Sox9 Le plasmide d'activation CRISPR (m) offre une approche ciblée et non destructive pour réguler à la hausse l'expression endogène de Sox9 sans modifier la séquence d'ADN sous-jacente.
Sox9 Le plasmide d'activation CRISPR (m) est un système SAM (synergistic activation mediator) à trois plasmides conçu pour une régulation à la hausse hautement efficace et spécifique du locus Sox9 dans des lignées cellulaires humaines. Le système s'articule autour d'une Cas9 catalytiquement inactive (dCas9) portant deux mutations inactivantes (D10A et N863A) qui éliminent l'activité nucléase tout en préservant la liaison à l'ADN. Cette dCas9 est fusionnée à VP64, un puissant activateur transcriptionnel, et est co-exprimée avec un gène de résistance à la blasticidine pour la sélection. Le deuxième plasmide code pour la protéine de fusion MS2-p65-HSF1, un complexe activateur secondaire qui agit de concert avec dCas9-VP64, ainsi qu'un gène de résistance à l'hygromycine. Le troisième plasmide code pour un ARN guide (sgRNA) de 20 nt spécifique de la cible, fusionné à deux aptamères d'ARN MS2 qui recrutent le complexe MS2-p65-HSF1 vers le site d'activation, accompagné d'un gène de résistance à la puromycine.
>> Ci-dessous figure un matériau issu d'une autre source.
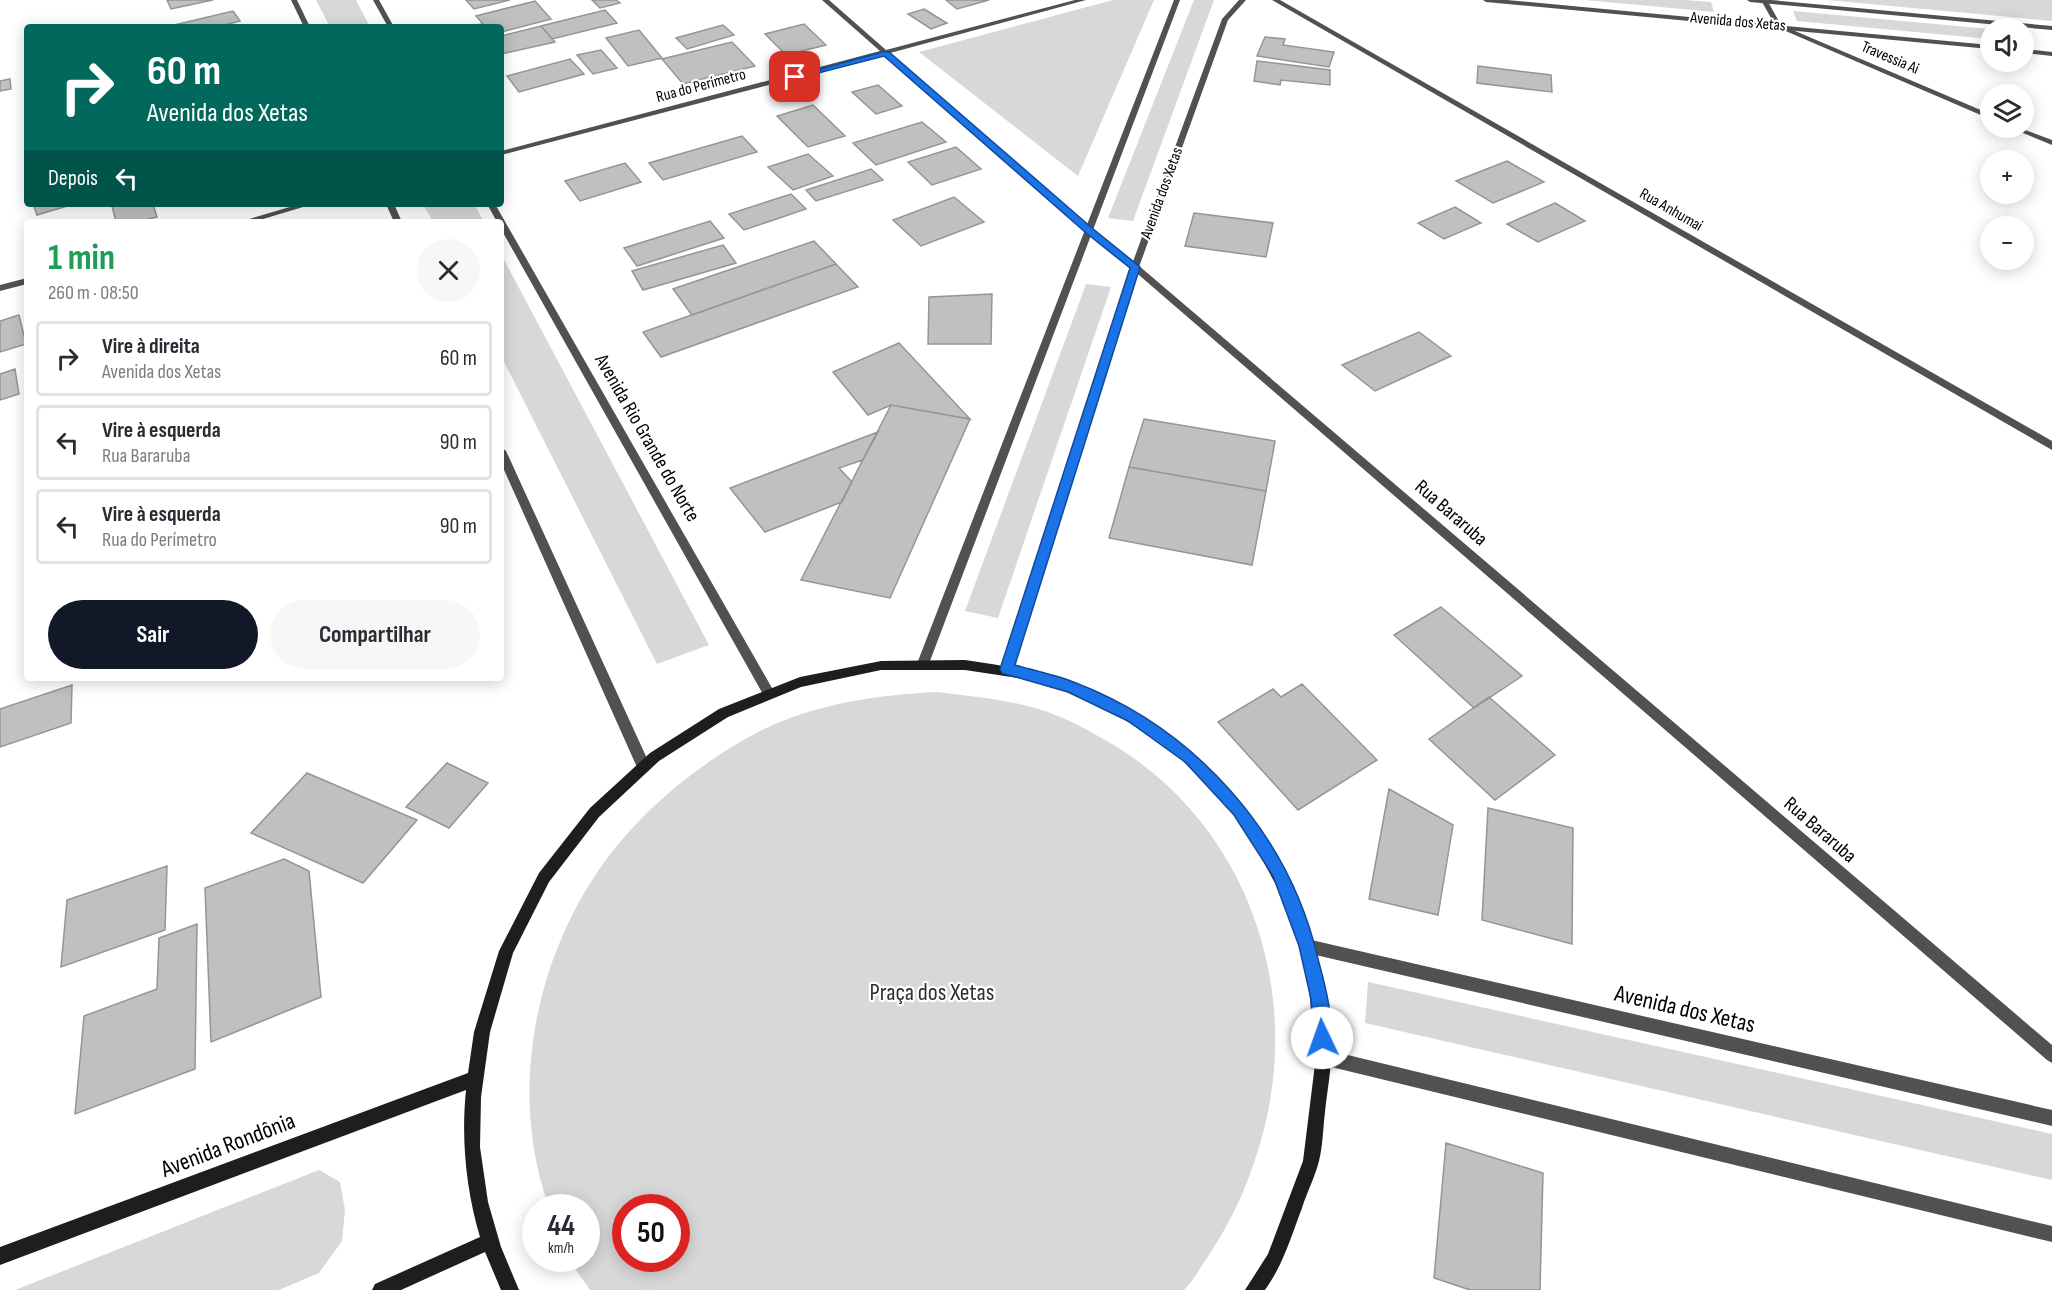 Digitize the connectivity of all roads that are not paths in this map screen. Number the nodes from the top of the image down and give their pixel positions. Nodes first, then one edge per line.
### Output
1 (294, 0) edge
2 (376, 0) edge
3 (825, 0) edge
4 (1083, 0) edge
5 (1177, 0) edge
6 (1243, 0) edge
7 (1275, 0) edge
8 (1486, 0) edge
9 (1750, 0) edge
10 (1764, 1) edge
11 (306, 24) edge
12 (389, 24) edge
13 (1778, 26) junction
14 (2052, 28) edge
15 (1980, 46) edge
16 (2034, 52) edge
17 (886, 53) junction
18 (2052, 54) edge
19 (1980, 113) edge
20 (2034, 136) edge
21 (2052, 144) edge
22 (504, 152) edge
23 (298, 207) edge
24 (254, 219) edge
25 (504, 227) edge
26 (1088, 230) junction
27 (1135, 267) junction
28 (24, 282) edge
29 (0, 288) edge
30 (2052, 446) edge
31 (504, 458) edge
32 (924, 661) junction
33 (1007, 669) junction
34 (768, 692) junction
35 (643, 765) junction
36 (1307, 946) junction
37 (2052, 1055) edge
38 (1323, 1057) junction
39 (472, 1079) junction
40 (2052, 1118) edge
41 (2052, 1234) edge
42 (490, 1241) junction
43 (0, 1256) edge
44 (381, 1290) edge
45 (510, 1290) edge
46 (1254, 1290) edge

1 - 11 street
2 - 12 street
3 - 17 street, Rua Bararuba
4 - 17 street, Rua do Perímetro
5 - 26 street
6 - 27 street, Avenida dos Xetas
7 - 30 street, Rua Anhumai
8 - 13 street, Avenida dos Xetas
9 - 10 street, Avenida dos Xetas
10 - 13 street
10 - 14 street, Avenida dos Xetas
13 - 15 street, Avenida dos Xetas
13 - 19 street, Travessia Ai
16 - 18 street
17 - 22 street, Rua do Perímetro
17 - 26 street, Rua Bararuba
20 - 21 street
23 - 24 street
25 - 34 street, Avenida Rio Grande do Norte
26 - 27 street, Rua Bararuba
26 - 32 street
27 - 33 street, Avenida dos Xetas
27 - 37 street, Rua Bararuba
28 - 29 street
31 - 35 street
32 - 33 main road
32 - 34 main road
33 - 36 main road
34 - 35 main road
35 - 39 main road
36 - 38 main road
36 - 40 street, Avenida dos Xetas
38 - 41 street
38 - 46 main road
39 - 42 main road
39 - 43 main road, Avenida Rondônia
42 - 44 main road
42 - 45 main road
Les trois plasmides sont délivrés dans un rapport massique de 1:1:1 pour une expression équilibrée de tous les composants du système.
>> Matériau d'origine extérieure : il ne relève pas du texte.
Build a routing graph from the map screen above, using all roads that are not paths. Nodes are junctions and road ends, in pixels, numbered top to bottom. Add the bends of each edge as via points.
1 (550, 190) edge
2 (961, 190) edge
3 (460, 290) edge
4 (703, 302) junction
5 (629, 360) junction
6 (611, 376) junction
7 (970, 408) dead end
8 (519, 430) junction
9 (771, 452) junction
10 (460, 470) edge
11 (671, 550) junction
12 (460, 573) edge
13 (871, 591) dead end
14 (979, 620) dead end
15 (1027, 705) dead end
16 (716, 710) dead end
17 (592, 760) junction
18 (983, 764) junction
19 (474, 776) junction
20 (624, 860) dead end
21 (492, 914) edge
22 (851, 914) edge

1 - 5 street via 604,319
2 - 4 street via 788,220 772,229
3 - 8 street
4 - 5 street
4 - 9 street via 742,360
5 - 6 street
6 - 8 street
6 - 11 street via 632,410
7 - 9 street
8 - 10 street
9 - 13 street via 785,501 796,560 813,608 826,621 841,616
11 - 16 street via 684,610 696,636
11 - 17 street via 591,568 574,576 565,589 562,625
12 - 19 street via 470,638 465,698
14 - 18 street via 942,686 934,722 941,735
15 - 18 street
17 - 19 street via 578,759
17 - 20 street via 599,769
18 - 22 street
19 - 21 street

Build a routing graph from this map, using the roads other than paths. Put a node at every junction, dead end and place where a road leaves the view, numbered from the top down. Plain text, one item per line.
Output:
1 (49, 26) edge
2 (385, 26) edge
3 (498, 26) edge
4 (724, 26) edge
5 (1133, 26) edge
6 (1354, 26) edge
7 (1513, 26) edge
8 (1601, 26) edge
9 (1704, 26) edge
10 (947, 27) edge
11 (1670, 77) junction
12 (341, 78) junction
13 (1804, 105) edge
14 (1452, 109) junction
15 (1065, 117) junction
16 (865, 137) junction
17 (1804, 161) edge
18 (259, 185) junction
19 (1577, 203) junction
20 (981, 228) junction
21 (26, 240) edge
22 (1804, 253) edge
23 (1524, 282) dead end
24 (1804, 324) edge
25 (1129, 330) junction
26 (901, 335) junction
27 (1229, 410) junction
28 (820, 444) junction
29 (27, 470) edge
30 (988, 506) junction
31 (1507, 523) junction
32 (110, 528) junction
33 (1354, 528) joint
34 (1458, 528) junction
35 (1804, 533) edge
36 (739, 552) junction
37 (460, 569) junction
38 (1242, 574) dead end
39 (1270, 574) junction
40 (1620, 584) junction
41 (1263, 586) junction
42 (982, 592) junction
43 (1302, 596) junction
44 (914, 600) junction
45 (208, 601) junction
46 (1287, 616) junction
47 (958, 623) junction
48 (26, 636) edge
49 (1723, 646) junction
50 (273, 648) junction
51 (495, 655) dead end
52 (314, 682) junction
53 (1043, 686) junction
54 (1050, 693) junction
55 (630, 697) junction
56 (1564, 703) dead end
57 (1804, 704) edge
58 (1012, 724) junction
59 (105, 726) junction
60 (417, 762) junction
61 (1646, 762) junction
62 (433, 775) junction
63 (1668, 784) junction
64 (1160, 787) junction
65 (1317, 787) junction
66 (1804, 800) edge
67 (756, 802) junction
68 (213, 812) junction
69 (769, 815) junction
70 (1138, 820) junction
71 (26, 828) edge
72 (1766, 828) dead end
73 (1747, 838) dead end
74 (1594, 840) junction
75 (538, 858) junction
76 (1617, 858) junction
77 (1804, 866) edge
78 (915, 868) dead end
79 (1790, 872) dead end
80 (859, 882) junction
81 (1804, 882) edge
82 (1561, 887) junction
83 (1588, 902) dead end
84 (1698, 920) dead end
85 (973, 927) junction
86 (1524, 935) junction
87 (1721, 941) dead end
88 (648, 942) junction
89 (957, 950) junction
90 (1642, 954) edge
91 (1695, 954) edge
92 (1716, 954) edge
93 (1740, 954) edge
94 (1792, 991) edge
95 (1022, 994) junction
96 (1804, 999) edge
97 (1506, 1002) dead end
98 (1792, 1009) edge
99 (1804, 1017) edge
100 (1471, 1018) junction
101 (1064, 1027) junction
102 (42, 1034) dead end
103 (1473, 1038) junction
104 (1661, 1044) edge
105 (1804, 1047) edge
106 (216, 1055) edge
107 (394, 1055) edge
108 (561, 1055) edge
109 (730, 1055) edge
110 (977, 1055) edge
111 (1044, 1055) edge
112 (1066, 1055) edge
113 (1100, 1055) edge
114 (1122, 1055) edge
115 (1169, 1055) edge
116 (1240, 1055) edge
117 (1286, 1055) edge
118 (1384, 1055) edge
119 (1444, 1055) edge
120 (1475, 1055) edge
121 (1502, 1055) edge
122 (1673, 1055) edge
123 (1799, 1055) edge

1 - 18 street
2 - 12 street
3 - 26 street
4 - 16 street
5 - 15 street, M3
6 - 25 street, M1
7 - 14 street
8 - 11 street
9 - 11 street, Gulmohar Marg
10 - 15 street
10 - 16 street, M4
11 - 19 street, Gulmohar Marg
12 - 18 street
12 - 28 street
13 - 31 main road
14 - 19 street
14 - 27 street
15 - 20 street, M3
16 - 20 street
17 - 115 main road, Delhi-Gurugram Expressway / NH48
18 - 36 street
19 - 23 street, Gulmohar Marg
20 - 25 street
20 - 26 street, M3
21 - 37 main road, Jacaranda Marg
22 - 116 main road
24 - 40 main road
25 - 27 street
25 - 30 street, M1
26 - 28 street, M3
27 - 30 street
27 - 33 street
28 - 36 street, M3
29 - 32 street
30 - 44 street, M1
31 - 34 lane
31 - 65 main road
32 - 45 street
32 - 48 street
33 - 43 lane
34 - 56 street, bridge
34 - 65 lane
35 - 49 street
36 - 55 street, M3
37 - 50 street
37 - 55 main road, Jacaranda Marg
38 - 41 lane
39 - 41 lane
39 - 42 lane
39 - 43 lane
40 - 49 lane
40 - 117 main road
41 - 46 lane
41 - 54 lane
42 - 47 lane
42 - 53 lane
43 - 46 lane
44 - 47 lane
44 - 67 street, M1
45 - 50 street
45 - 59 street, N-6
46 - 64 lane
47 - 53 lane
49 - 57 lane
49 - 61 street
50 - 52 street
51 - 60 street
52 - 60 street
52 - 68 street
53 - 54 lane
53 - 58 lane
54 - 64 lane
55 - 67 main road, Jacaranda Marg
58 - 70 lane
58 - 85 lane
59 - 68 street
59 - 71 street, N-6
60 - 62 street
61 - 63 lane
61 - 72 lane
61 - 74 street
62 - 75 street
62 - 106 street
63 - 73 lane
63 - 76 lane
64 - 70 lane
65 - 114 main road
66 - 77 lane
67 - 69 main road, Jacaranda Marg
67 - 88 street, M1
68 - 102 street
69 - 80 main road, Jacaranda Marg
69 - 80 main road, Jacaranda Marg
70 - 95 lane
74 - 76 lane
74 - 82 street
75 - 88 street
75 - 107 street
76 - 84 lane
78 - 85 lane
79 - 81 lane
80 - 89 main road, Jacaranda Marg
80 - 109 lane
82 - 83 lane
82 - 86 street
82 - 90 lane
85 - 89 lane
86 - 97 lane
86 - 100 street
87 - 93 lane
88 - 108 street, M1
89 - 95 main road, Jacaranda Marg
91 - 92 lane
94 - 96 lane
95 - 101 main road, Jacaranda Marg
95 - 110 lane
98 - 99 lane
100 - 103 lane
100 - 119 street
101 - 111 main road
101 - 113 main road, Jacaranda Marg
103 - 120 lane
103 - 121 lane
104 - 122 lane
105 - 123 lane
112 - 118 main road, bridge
Une fois assemblé au locus cible, le complexe SAM se lie à environ 200 pb en amont du site de départ de la transcription Sox9, où VP64, p65 et HSF1 agissent de concert pour recruter la machinerie transcriptionnelle et induire une régulation à la hausse de l'expression endogène de Sox9. Contrairement à Cas9, qui possède une activité nucléase, dCas9 n'introduit pas de cassures double brin ni ne modifie la séquence génomique, préservant ainsi le locus Sox9 natif et permettant l'étude des réponses transcriptionnelles dépendantes de Sox9 au niveau du locus endogène, ce qui en fait un outil précieux pour les études fonctionnelles, l'identification de gènes cibles et la modélisation de la restauration de la voie Sox9 dans les cellules tumorales présentant une expression de Sox9 silencée ou réduite.
Réservé à la recherche. N'est pas destiné à un usage diagnostique ou thérapeutique.